Nell’ipotesi prospettata, appare evidente che, ove la domanda dell’attore nei confronti del professionista fosse stata accolta in misura maggiore di quanto stabilito nell’accordo conciliativo, l’assicurazione avrebbe concluso l’accordo medesimo del tutto inutilmente.
Non così, prosegue il Giudice, “…laddove, nell’accordo di mediazione, l’attore della causa (e istante della mediazione) abbia rinunciato a favore del professionista convenuto a qualsiasi pretesa economica ulteriore esorbitante la somma ottenuta dall’assicurazione come da accordo conciliativo. In tale modo tale accordo risulterebbe blindato e l’assicurazione non correrebbe alcun rischio nel giudizio, destinato a sicura cancellazione”.
Ciò posto, l’ordinanza sottolinea come sussistano tutti i presupposti per l’applicazione dell’art. 185 – bis c.p.c., introdotto, come si sa, dalla L. 98/2013, di conversione, con emendamenti, del D.L. 69/2013.
Infatti, la controversia non ha fatto emergere questioni di diritto complesse, e dubbi tali da richiedere analisi approfondite. In effetti, la condizione posta dall’art. 185 – bis, l’esistenza di questioni di facile e pronta soluzione di diritto, “…trova il suo fondamento logico nell’evidente dato comune che è meno arduo pervenire ad un accordo conciliativo o transattivo se il quadro normativo dentro il quale si muovono le richieste, le pretese e le articolazioni argomentative delle parti sia fin dall’inizio sufficientemente stabile, chiaro e in quanto tale prevedibile nell’esito applicativo che il Giudice ne dovrà fare. Anche la natura ed il valore della controversia in un accezione rapportata ai soggetti in causa, sono idonei a propiziare la formulazione di una proposta da parte del Giudice ai sensi della norma citata”.
Posta l’applicabilità dell’art. 185 – bis c.p.c. anche ai giudizi pendenti alla data della sua entrata in vigore, data la sua natura di norma processuale e quindi soggetta al principio tempus regit actum, il Giudice procede alla formulazione della proposta.
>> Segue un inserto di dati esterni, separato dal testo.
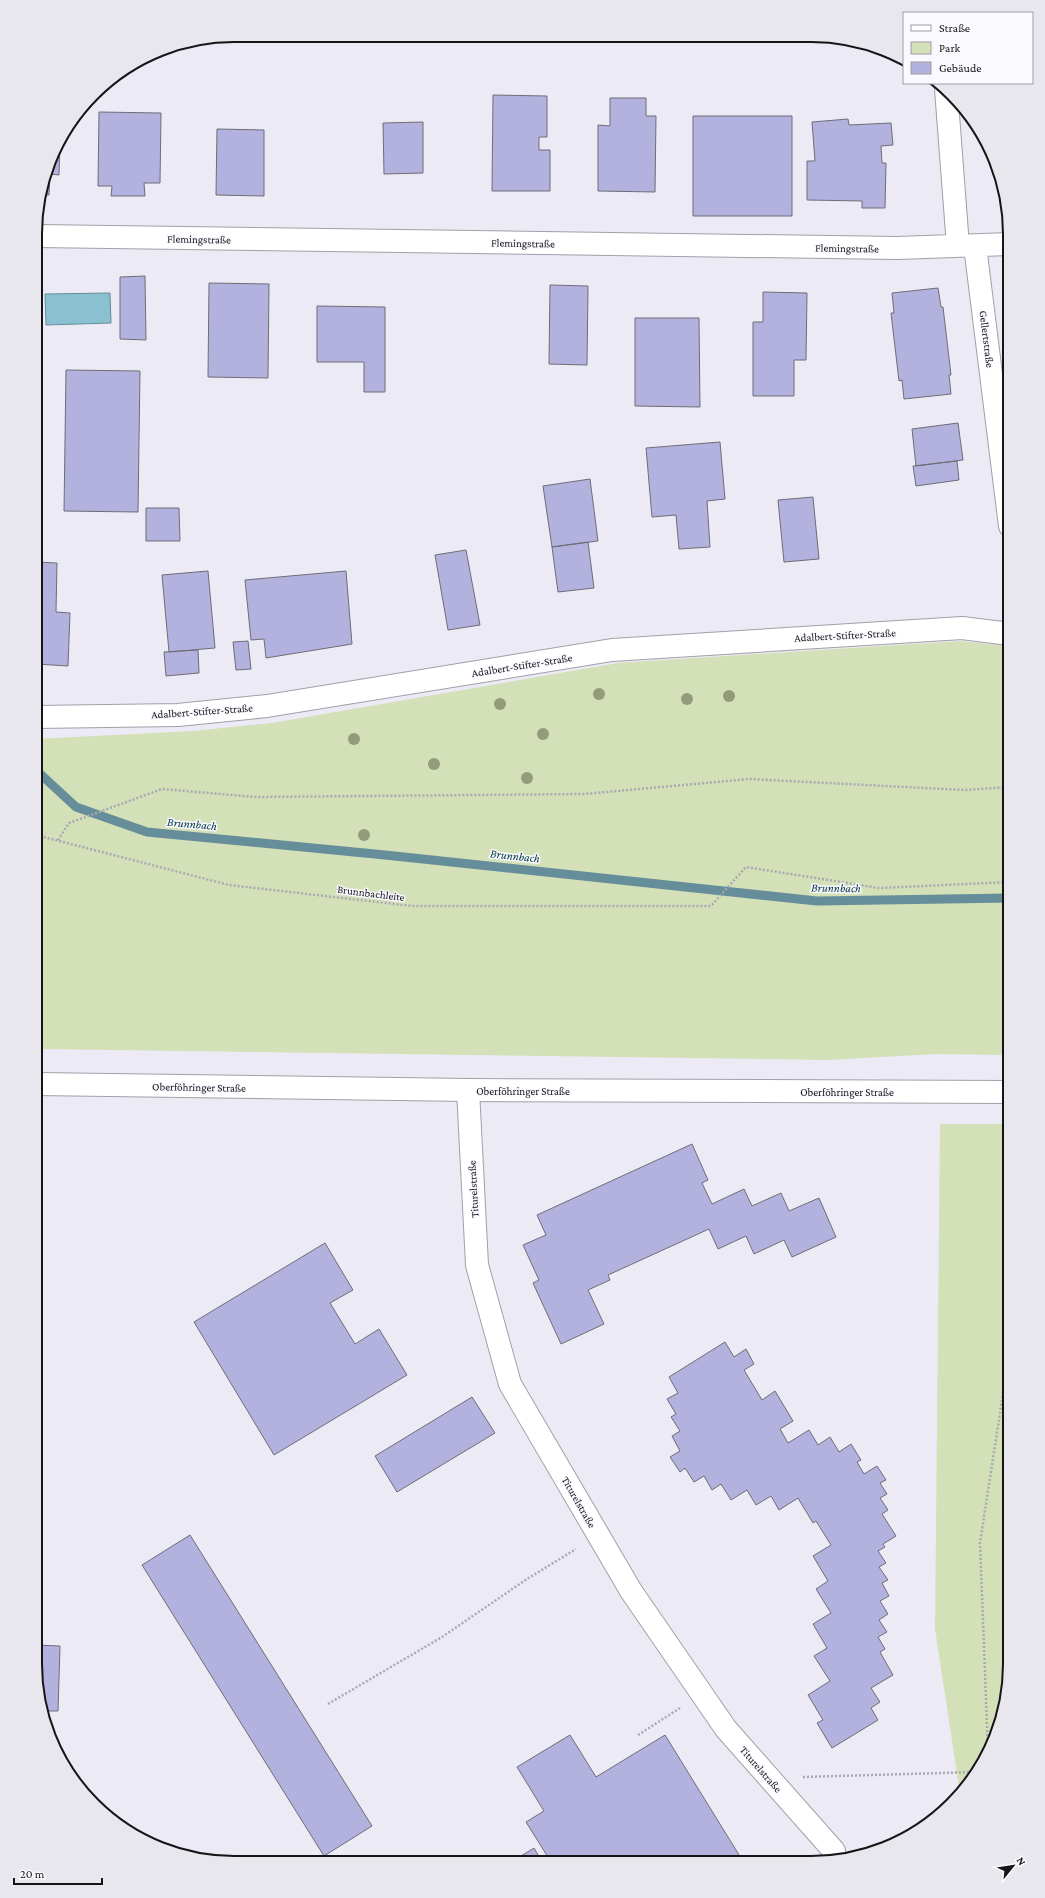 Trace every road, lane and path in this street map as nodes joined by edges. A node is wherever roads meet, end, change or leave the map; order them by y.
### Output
1 (947, 98) edge
2 (42, 236) edge
3 (1003, 244) edge
4 (967, 246) junction
5 (1003, 480) edge
6 (1003, 633) edge
7 (42, 717) edge
8 (1003, 787) edge
9 (42, 836) edge
10 (58, 840) junction
11 (1003, 882) edge
12 (42, 1084) edge
13 (468, 1090) junction
14 (1003, 1092) edge
15 (1003, 1394) edge
16 (598, 1535) junction
17 (328, 1704) dead end
18 (668, 1716) dead end
19 (638, 1735) dead end
20 (987, 1738) edge
21 (970, 1772) edge
22 (769, 1778) junction
23 (834, 1852) dead end

1 - 4 street, Gellertstraße
2 - 4 street, Flemingstraße
3 - 4 street, Flemingstraße
4 - 5 street, Gellertstraße
6 - 7 street, Adalbert-Stifter-Straße
8 - 10 path
9 - 10 path, Brunnbachleite
10 - 11 path, Brunnbachleite
12 - 13 street, Oberföhringer Straße
13 - 14 street, Oberföhringer Straße
13 - 16 street, Titurelstraße
15 - 20 path
16 - 17 path
16 - 22 street, Titurelstraße
18 - 19 path
21 - 22 path
22 - 23 street, Titurelstraße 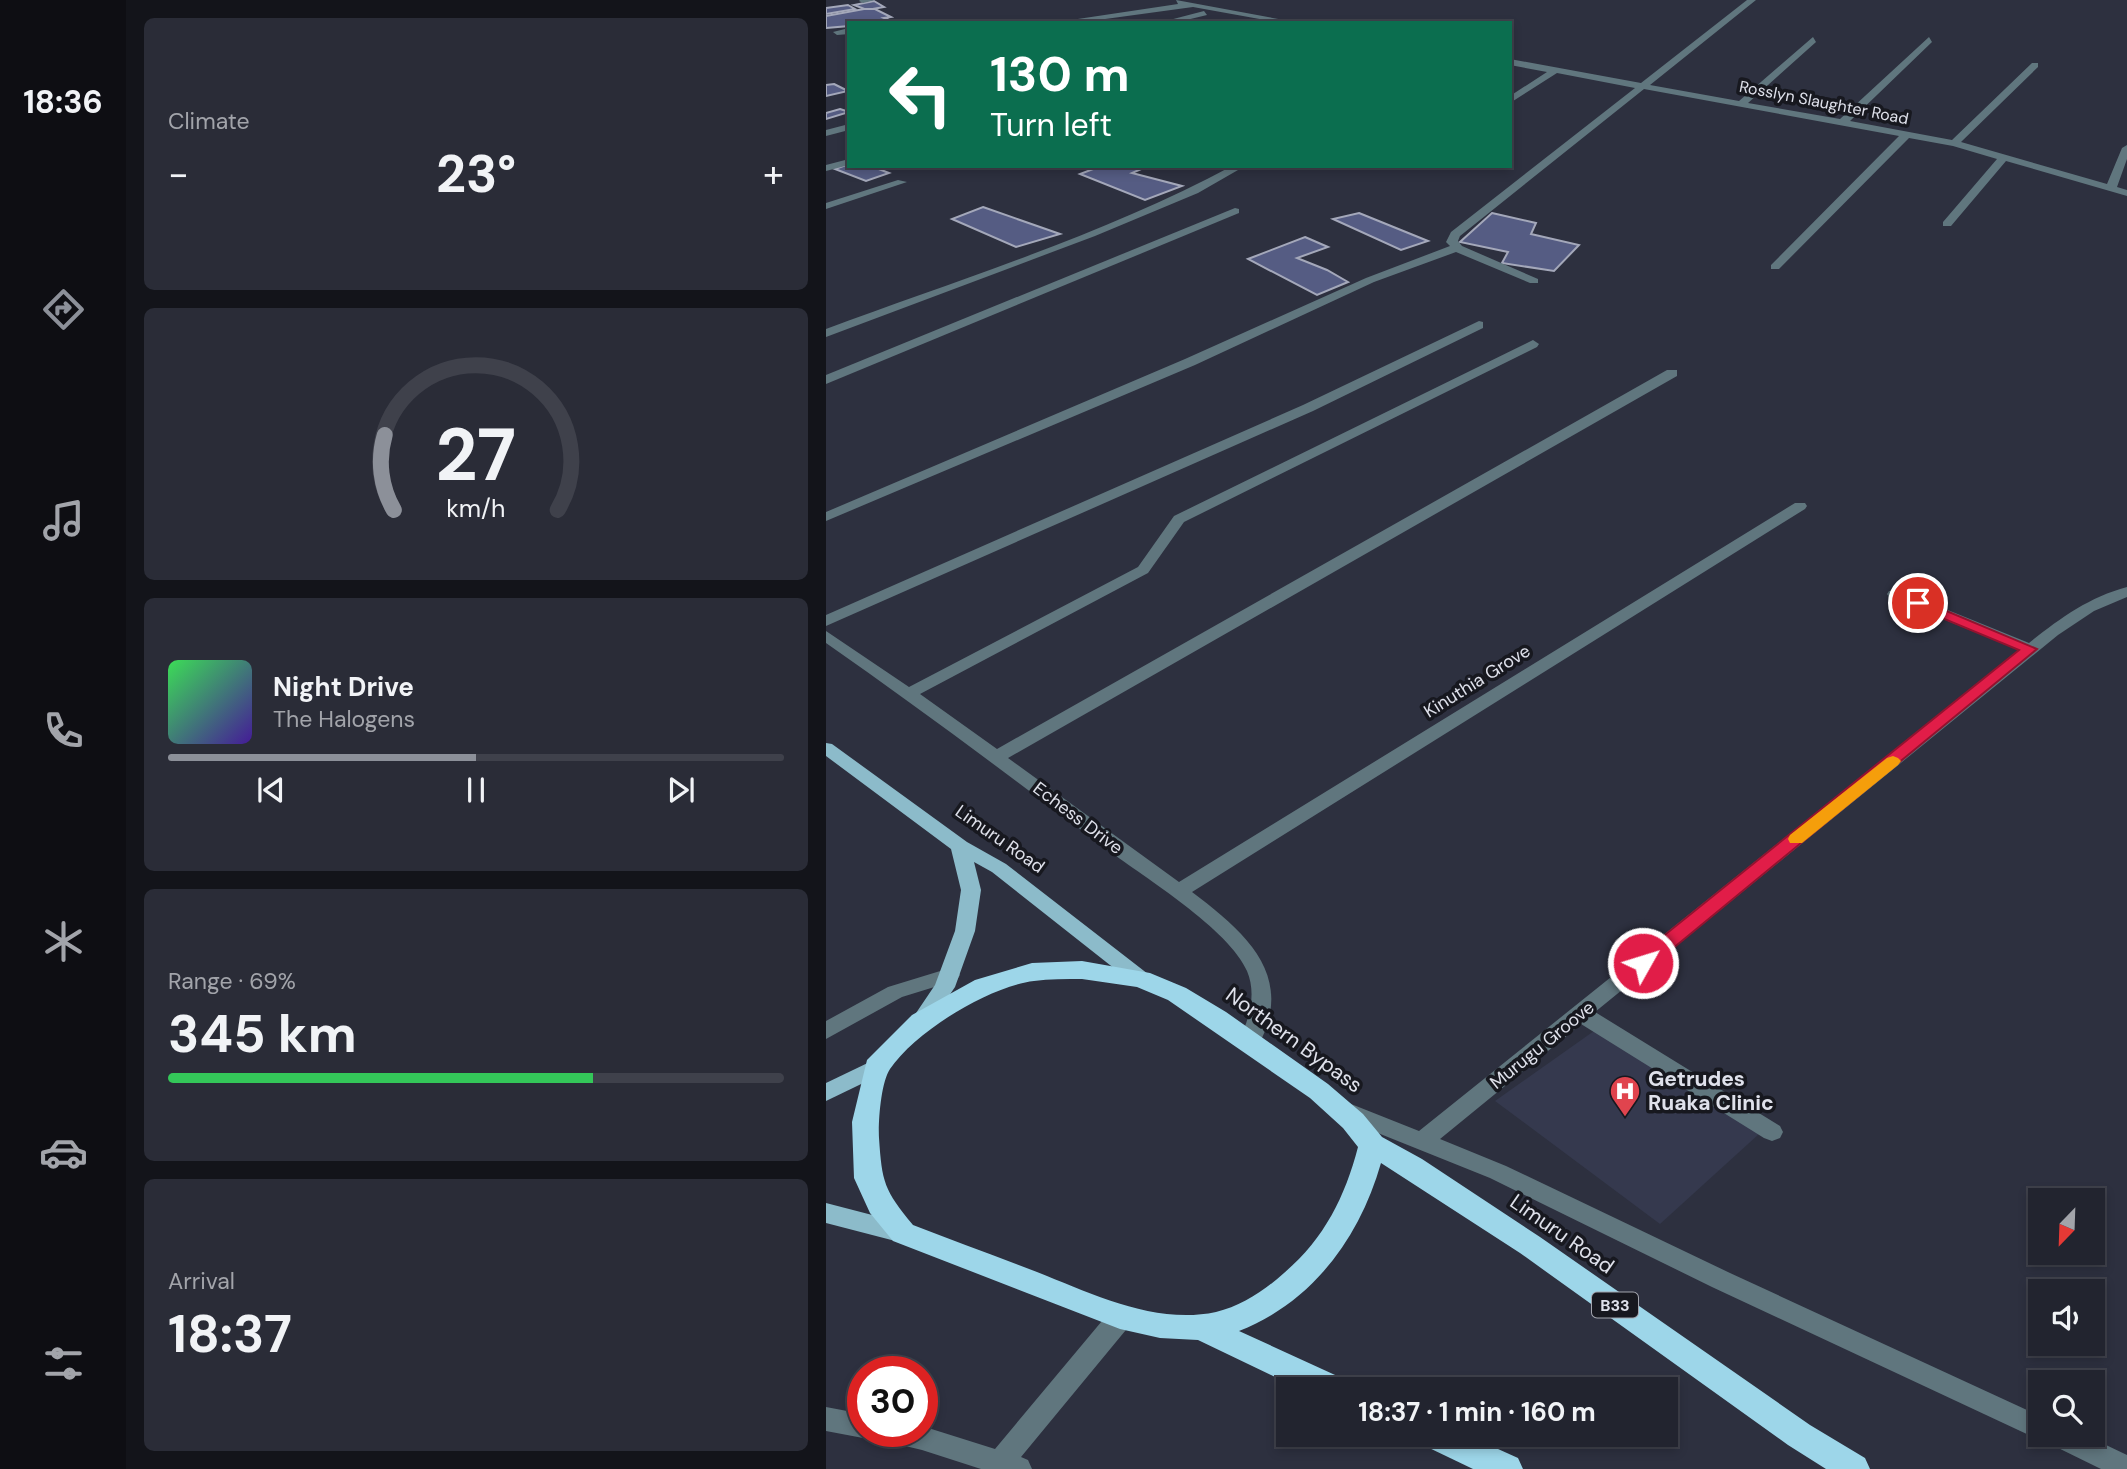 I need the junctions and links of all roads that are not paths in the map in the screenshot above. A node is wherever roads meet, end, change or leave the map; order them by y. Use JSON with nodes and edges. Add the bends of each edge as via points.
{"nodes":[{"id":1,"x":1169,"y":0,"type":"edge"},
{"id":2,"x":1752,"y":0,"type":"edge"},
{"id":3,"x":1191,"y":5,"type":"junction"},
{"id":4,"x":1221,"y":9,"type":"junction"},
{"id":5,"x":1070,"y":21,"type":"edge"},
{"id":6,"x":1170,"y":21,"type":"edge"},
{"id":7,"x":1285,"y":21,"type":"edge"},
{"id":8,"x":847,"y":31,"type":"edge"},
{"id":9,"x":837,"y":32,"type":"dead end"},
{"id":10,"x":1812,"y":40,"type":"dead end"},
{"id":11,"x":1929,"y":40,"type":"dead end"},
{"id":12,"x":1512,"y":62,"type":"edge"},
{"id":13,"x":2035,"y":65,"type":"dead end"},
{"id":14,"x":1556,"y":70,"type":"junction"},
{"id":15,"x":1645,"y":85,"type":"junction"},
{"id":16,"x":1512,"y":99,"type":"edge"},
{"id":17,"x":1742,"y":103,"type":"junction"},
{"id":18,"x":1843,"y":122,"type":"junction"},
{"id":19,"x":847,"y":128,"type":"edge"},
{"id":20,"x":826,"y":134,"type":"edge"},
{"id":21,"x":1907,"y":134,"type":"junction"},
{"id":22,"x":1954,"y":143,"type":"junction"},
{"id":23,"x":2127,"y":148,"type":"edge"},
{"id":24,"x":2005,"y":156,"type":"junction"},
{"id":25,"x":847,"y":163,"type":"edge"},
{"id":26,"x":826,"y":168,"type":"edge"},
{"id":27,"x":1236,"y":168,"type":"edge"},
{"id":28,"x":902,"y":181,"type":"dead end"},
{"id":29,"x":2112,"y":188,"type":"junction"},
{"id":30,"x":2127,"y":193,"type":"edge"},
{"id":31,"x":826,"y":206,"type":"edge"},
{"id":32,"x":1235,"y":211,"type":"dead end"},
{"id":33,"x":1947,"y":224,"type":"dead end"},
{"id":34,"x":1455,"y":248,"type":"junction"},
{"id":35,"x":1775,"y":267,"type":"dead end"},
{"id":36,"x":1534,"y":281,"type":"dead end"},
{"id":37,"x":1479,"y":325,"type":"dead end"},
{"id":38,"x":826,"y":332,"type":"edge"},
{"id":39,"x":1533,"y":344,"type":"dead end"},
{"id":40,"x":1672,"y":373,"type":"dead end"},
{"id":41,"x":826,"y":380,"type":"edge"},
{"id":42,"x":1800,"y":506,"type":"dead end"},
{"id":43,"x":826,"y":517,"type":"edge"},
{"id":44,"x":2127,"y":592,"type":"edge"},
{"id":45,"x":1895,"y":594,"type":"dead end"},
{"id":46,"x":826,"y":621,"type":"edge"},
{"id":47,"x":826,"y":636,"type":"edge"},
{"id":48,"x":2030,"y":649,"type":"junction"},
{"id":49,"x":910,"y":693,"type":"junction"},
{"id":50,"x":826,"y":748,"type":"edge"},
{"id":51,"x":996,"y":757,"type":"junction"},
{"id":52,"x":960,"y":846,"type":"junction"},
{"id":53,"x":1177,"y":892,"type":"junction"},
{"id":54,"x":950,"y":975,"type":"junction"},
{"id":55,"x":1141,"y":979,"type":"junction"},
{"id":56,"x":1580,"y":1013,"type":"junction"},
{"id":57,"x":920,"y":1022,"type":"junction"},
{"id":58,"x":826,"y":1031,"type":"edge"},
{"id":59,"x":1249,"y":1042,"type":"junction"},
{"id":60,"x":876,"y":1066,"type":"junction"},
{"id":61,"x":826,"y":1093,"type":"edge"},
{"id":62,"x":1337,"y":1108,"type":"junction"},
{"id":63,"x":1772,"y":1132,"type":"dead end"},
{"id":64,"x":1422,"y":1141,"type":"junction"},
{"id":65,"x":1372,"y":1145,"type":"junction"},
{"id":66,"x":826,"y":1213,"type":"edge"},
{"id":67,"x":903,"y":1233,"type":"junction"},
{"id":68,"x":1121,"y":1317,"type":"junction"},
{"id":69,"x":1201,"y":1327,"type":"junction"},
{"id":70,"x":1307,"y":1377,"type":"edge"},
{"id":71,"x":826,"y":1419,"type":"edge"},
{"id":72,"x":2028,"y":1421,"type":"edge"},
{"id":73,"x":847,"y":1423,"type":"edge"},
{"id":74,"x":938,"y":1444,"type":"edge"},
{"id":75,"x":1460,"y":1447,"type":"edge"},
{"id":76,"x":2082,"y":1447,"type":"edge"},
{"id":77,"x":1005,"y":1467,"type":"edge"},
{"id":78,"x":2127,"y":1468,"type":"edge"},
{"id":79,"x":1507,"y":1469,"type":"edge"},
{"id":80,"x":1854,"y":1469,"type":"edge"}],
"edges":[{"from":1,"to":3,"type":"street"},
{"from":2,"to":15,"type":"street"},
{"from":3,"to":4,"type":"street"},
{"from":3,"to":5,"type":"street"},
{"from":4,"to":6,"type":"street"},
{"from":4,"to":7,"type":"street"},
{"from":8,"to":9,"type":"street"},
{"from":10,"to":17,"type":"street"},
{"from":11,"to":18,"type":"street"},
{"from":12,"to":14,"type":"street","name":"Rosslyn Slaughter Road"},
{"from":13,"to":22,"type":"street"},
{"from":14,"to":15,"type":"street","name":"Rosslyn Slaughter Road"},
{"from":14,"to":16,"type":"street"},
{"from":15,"to":17,"type":"street","name":"Rosslyn Slaughter Road"},
{"from":15,"to":34,"type":"street","via":[[1455,234],[1451,242]]},
{"from":17,"to":18,"type":"street","name":"Rosslyn Slaughter Road"},
{"from":18,"to":21,"type":"street","name":"Rosslyn Slaughter Road"},
{"from":19,"to":20,"type":"street"},
{"from":21,"to":22,"type":"street","name":"Rosslyn Slaughter Road"},
{"from":21,"to":35,"type":"street"},
{"from":22,"to":24,"type":"street","name":"Rosslyn Slaughter Road"},
{"from":23,"to":29,"type":"street"},
{"from":24,"to":29,"type":"street","name":"Rosslyn Slaughter Road"},
{"from":24,"to":33,"type":"street"},
{"from":25,"to":26,"type":"street"},
{"from":27,"to":38,"type":"street","via":[[1091,234]]},
{"from":28,"to":31,"type":"street"},
{"from":29,"to":30,"type":"street","name":"Rosslyn Slaughter Road"},
{"from":32,"to":41,"type":"street"},
{"from":34,"to":36,"type":"street"},
{"from":34,"to":43,"type":"street"},
{"from":37,"to":46,"type":"street","via":[[1308,408]]},
{"from":39,"to":49,"type":"street","via":[[1179,519],[1168,529],[1153,563],[1143,570]]},
{"from":40,"to":51,"type":"street"},
{"from":42,"to":53,"type":"street","name":"Kinuthia Grove"},
{"from":44,"to":48,"type":"street","name":"Murugu Groove","via":[[2083,611]]},
{"from":45,"to":48,"type":"street"},
{"from":47,"to":49,"type":"street","name":"Echess Drive"},
{"from":48,"to":56,"type":"street","name":"Murugu Groove"},
{"from":49,"to":51,"type":"street","name":"Echess Drive"},
{"from":50,"to":52,"type":"main road","name":"Limuru Road"},
{"from":51,"to":53,"type":"street","name":"Echess Drive"},
{"from":52,"to":54,"type":"main road","name":"Northern Bypass","via":[[971,890],[965,931]]},
{"from":52,"to":55,"type":"main road","name":"Limuru Road","via":[[999,868]]},
{"from":53,"to":59,"type":"street","name":"Echess Drive","via":[[1230,936],[1253,963],[1263,991],[1259,1022]]},
{"from":54,"to":57,"type":"main road","name":"Northern Bypass"},
{"from":54,"to":58,"type":"street","via":[[895,992]]},
{"from":55,"to":57,"type":"highway","name":"Northern Bypass","via":[[1082,970],[1032,972],[984,986]]},
{"from":55,"to":59,"type":"highway","name":"Northern Bypass","via":[[1177,994]]},
{"from":56,"to":63,"type":"street"},
{"from":56,"to":64,"type":"street","name":"Murugu Groove"},
{"from":57,"to":60,"type":"highway","name":"Northern Bypass"},
{"from":59,"to":62,"type":"highway","name":"Northern Bypass"},
{"from":60,"to":61,"type":"main road","name":"Northern Bypass"},
{"from":60,"to":67,"type":"highway","via":[[865,1122],[868,1178],[880,1205]]},
{"from":62,"to":64,"type":"street"},
{"from":62,"to":65,"type":"highway","name":"Northern Bypass"},
{"from":64,"to":72,"type":"street","via":[[1498,1172]]},
{"from":65,"to":69,"type":"highway","via":[[1348,1219],[1314,1264],[1278,1297],[1231,1321]]},
{"from":65,"to":80,"type":"highway","name":"Limuru Road","number":"B33","via":[[1519,1238],[1798,1435]]},
{"from":66,"to":67,"type":"main road"},
{"from":67,"to":68,"type":"highway"},
{"from":68,"to":69,"type":"highway","via":[[1163,1326]]},
{"from":68,"to":77,"type":"street"},
{"from":69,"to":70,"type":"highway"},
{"from":71,"to":73,"type":"street"},
{"from":74,"to":77,"type":"street"},
{"from":75,"to":79,"type":"highway"},
{"from":76,"to":78,"type":"street"}]}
Viene infine fissata un’udienza alla quale le parti potranno anche non comparire, ove abbiano ritenuto di accordarsi sulla base della proposta stessa; viceversa, in caso di mancato accordo, potranno in quella sede fissare a verbale quali siano state le rispettive posizioni, anche al fine di consentire la eventuale valutazione giudiziale della loro condotta processuale ai sensi degli artt. 91 e 96, co. 3, c.p.c.